Bob Dylan was bathed in burnished orange back-lighting as he and his band took to the stage for a long-awaited return to Dublin. It was the colour of the sun going down, which was likewise the feeling evoked as the 81-year-old delivered a set full of melancholy and – was this truly Bob Dylan? – wistfulness.
His choice of material reflected that autumnal mood. The hits which upended popular culture in the 1960s and which have united the generations in awe and wonder were largely absent. This was instead an introspective and plaintive performance, full of mid-tempo numbers that begin with the ennui-soaked splash of Watching The River Flow.
“Right now I'll just sit here so contentedly / And watch the river flow,” he sang. His voice was a thoughtful rasp. Conspicuously absent was the barbed sting which, in the latter half of his career, has made Dylan the ultimate marmite troubadour, provoking veneration and bafflement in equal measure.

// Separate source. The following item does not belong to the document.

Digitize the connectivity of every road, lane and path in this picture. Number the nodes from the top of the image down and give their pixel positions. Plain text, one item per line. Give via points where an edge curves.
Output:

Many of the songs had a diaristic quality. I Contain Multitudes, from 2020’s Rough and Rowdy Ways album, was a sparse unpacking of Dylan’s interior life. “I’m just like Anne Frank, like Indiana Jones And them British bad boys, The Rolling Stones,” he half sang, half intoned – a lyric that could have been pulled off only by Bob Dylan.

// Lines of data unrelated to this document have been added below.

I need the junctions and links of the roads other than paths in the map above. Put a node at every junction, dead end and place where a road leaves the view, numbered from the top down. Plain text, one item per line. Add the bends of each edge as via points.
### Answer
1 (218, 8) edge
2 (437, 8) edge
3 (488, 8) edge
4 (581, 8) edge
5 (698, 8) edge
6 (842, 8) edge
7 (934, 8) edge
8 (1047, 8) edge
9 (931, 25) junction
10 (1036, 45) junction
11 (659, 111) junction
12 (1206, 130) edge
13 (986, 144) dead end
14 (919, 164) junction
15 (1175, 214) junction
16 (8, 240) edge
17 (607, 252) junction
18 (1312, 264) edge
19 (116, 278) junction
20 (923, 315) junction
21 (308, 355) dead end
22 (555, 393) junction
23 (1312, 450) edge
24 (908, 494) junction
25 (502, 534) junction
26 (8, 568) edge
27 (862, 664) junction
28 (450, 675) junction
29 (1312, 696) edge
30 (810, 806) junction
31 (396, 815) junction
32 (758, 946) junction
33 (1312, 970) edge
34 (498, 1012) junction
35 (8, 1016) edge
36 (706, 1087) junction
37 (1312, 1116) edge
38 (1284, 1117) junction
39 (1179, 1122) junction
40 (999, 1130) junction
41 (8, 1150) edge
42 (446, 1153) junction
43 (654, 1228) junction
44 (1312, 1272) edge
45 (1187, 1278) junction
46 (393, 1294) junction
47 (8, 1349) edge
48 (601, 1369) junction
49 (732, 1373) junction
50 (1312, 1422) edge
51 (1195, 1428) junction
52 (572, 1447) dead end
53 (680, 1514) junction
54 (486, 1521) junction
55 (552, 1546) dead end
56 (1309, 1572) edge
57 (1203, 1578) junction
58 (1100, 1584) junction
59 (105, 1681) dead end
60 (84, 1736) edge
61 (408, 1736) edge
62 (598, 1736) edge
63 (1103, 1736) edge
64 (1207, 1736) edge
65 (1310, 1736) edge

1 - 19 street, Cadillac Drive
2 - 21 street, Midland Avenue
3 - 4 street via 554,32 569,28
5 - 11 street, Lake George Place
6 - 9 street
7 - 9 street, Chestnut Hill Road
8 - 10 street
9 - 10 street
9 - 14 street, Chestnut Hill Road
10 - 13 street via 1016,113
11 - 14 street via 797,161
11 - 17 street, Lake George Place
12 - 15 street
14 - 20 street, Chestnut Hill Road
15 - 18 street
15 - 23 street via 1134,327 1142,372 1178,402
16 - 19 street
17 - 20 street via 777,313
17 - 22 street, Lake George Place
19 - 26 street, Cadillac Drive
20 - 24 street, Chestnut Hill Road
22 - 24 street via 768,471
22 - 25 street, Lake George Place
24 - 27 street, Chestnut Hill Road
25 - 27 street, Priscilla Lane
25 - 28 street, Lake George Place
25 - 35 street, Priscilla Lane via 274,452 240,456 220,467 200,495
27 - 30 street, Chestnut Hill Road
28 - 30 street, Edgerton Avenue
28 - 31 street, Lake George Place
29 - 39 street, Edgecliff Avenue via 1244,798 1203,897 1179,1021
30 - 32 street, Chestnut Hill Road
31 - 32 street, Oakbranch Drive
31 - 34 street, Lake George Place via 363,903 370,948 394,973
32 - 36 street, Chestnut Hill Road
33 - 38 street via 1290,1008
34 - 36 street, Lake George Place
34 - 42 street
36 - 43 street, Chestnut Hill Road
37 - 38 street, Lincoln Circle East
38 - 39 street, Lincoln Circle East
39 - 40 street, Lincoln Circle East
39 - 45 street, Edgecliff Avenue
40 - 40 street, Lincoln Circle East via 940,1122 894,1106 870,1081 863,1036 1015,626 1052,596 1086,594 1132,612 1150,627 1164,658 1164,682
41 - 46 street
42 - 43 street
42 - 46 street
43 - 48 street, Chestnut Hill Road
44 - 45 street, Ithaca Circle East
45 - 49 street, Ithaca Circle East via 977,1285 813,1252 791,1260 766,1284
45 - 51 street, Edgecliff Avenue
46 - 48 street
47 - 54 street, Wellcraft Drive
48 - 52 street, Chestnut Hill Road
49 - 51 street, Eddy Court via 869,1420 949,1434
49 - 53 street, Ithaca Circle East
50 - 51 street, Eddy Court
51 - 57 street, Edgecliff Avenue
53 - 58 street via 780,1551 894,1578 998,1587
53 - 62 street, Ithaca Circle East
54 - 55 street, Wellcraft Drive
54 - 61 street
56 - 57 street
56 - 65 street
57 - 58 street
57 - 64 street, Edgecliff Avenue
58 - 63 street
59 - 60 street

That measured stride occasionally threatened to become glacial. Another Rough and Rowdy Ways pick, Key West (Philosopher Pilot) was stretched out to nearly 10 minutes – and felt like it. But if the pace never changed, the intensity was cranked up to heartbreaking levels with I’ll Be Your Baby Tonight, from 1967’s John Wesley Harding, and a cover of Johnny Mercer’s That Old Black Magic, which Dylan negotiated as if wryly exorcising demons.
As a strictly phone-free gig, attendees had to put their device in a Yondr pouch on the way in. You keep the pouch through the gig, and it gets unlocked on the way out.

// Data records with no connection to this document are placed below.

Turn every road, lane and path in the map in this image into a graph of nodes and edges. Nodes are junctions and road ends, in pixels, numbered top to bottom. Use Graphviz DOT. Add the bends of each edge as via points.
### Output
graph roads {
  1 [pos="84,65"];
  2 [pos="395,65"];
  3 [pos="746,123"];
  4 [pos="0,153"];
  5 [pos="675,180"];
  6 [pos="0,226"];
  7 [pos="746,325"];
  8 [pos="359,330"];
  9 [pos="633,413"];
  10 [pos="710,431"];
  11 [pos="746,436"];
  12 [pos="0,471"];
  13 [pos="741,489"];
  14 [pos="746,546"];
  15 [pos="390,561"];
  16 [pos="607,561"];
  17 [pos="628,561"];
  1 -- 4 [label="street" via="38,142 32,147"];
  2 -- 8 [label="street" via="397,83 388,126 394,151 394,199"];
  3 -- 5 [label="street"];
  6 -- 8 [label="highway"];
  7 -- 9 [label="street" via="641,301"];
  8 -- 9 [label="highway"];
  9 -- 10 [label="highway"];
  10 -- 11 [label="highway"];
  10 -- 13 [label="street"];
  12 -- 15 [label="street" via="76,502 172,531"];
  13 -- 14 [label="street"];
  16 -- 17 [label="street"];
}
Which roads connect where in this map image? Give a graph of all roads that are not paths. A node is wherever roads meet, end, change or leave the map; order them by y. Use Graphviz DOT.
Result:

Dylan spent most of the near two-hours behind a battered upright piano, so that only his scarecrow hair, twinkling eyes and downcast mouth were visible (this must have been one of the first Dylan concerts in Ireland where he went on without a hat).
Occasionally Dylan would step out and acknowledge the crowd. Towards the end, there were even some words to go with the smiles as he revealed that Shane MacGowan was in the house and that Fairytale of New York was a favourite of his (“I listen to it every Christmas”).
Also late in the evening came a heartbreaking harmonica solo. As Dylan parped, there was a sense of a sea parting as the audience sprung to their feet, clapping and hooting. If this was goodbye, then Dylan and the crowd were united in ensuring it was a grand farewell to remember.